▶ **Problem to work on**
Nothing should be dropped or changed: copy every line of the listing.

▶ **Input**

----

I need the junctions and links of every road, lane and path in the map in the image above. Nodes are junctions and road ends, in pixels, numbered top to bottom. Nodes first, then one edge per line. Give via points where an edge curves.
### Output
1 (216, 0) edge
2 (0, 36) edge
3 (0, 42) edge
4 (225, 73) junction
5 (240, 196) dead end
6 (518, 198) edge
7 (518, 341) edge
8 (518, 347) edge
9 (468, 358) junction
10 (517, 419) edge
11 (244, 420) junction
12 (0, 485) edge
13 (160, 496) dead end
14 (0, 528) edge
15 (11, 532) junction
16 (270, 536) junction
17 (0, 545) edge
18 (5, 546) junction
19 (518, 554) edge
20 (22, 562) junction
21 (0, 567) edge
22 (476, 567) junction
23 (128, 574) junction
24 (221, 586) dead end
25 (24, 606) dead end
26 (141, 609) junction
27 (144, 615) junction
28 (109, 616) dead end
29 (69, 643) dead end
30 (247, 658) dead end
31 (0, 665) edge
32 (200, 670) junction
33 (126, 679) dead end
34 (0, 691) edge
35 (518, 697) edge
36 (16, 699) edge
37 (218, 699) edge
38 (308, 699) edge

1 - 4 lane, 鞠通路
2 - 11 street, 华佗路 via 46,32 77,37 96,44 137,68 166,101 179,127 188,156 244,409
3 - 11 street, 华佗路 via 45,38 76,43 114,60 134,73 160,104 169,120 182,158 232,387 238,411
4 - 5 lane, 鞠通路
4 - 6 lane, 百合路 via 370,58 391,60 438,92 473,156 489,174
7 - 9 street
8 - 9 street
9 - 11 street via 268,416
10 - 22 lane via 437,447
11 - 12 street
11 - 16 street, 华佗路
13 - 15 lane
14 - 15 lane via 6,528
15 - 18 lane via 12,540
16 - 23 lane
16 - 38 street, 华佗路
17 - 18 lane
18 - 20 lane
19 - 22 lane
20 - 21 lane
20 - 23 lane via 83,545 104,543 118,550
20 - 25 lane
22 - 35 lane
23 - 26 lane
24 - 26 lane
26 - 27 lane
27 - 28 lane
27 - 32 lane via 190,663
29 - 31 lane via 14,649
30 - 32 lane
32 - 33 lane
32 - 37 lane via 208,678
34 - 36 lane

----

▶ **Output of the exercise**
I need the junctions and links of every road, lane and path in the map in the image above. Nodes are junctions and road ends, in pixels, numbered top to bottom. Nodes first, then one edge per line. Give via points where an edge curves.
### Output
1 (216, 0) edge
2 (0, 36) edge
3 (0, 42) edge
4 (225, 73) junction
5 (240, 196) dead end
6 (518, 198) edge
7 (518, 341) edge
8 (518, 347) edge
9 (468, 358) junction
10 (517, 419) edge
11 (244, 420) junction
12 (0, 485) edge
13 (160, 496) dead end
14 (0, 528) edge
15 (11, 532) junction
16 (270, 536) junction
17 (0, 545) edge
18 (5, 546) junction
19 (518, 554) edge
20 (22, 562) junction
21 (0, 567) edge
22 (476, 567) junction
23 (128, 574) junction
24 (221, 586) dead end
25 (24, 606) dead end
26 (141, 609) junction
27 (144, 615) junction
28 (109, 616) dead end
29 (69, 643) dead end
30 (247, 658) dead end
31 (0, 665) edge
32 (200, 670) junction
33 (126, 679) dead end
34 (0, 691) edge
35 (518, 697) edge
36 (16, 699) edge
37 (218, 699) edge
38 (308, 699) edge

1 - 4 lane, 鞠通路
2 - 11 street, 华佗路 via 46,32 77,37 96,44 137,68 166,101 179,127 188,156 244,409
3 - 11 street, 华佗路 via 45,38 76,43 114,60 134,73 160,104 169,120 182,158 232,387 238,411
4 - 5 lane, 鞠通路
4 - 6 lane, 百合路 via 370,58 391,60 438,92 473,156 489,174
7 - 9 street
8 - 9 street
9 - 11 street via 268,416
10 - 22 lane via 437,447
11 - 12 street
11 - 16 street, 华佗路
13 - 15 lane
14 - 15 lane via 6,528
15 - 18 lane via 12,540
16 - 23 lane
16 - 38 street, 华佗路
17 - 18 lane
18 - 20 lane
19 - 22 lane
20 - 21 lane
20 - 23 lane via 83,545 104,543 118,550
20 - 25 lane
22 - 35 lane
23 - 26 lane
24 - 26 lane
26 - 27 lane
27 - 28 lane
27 - 32 lane via 190,663
29 - 31 lane via 14,649
30 - 32 lane
32 - 33 lane
32 - 37 lane via 208,678
34 - 36 lane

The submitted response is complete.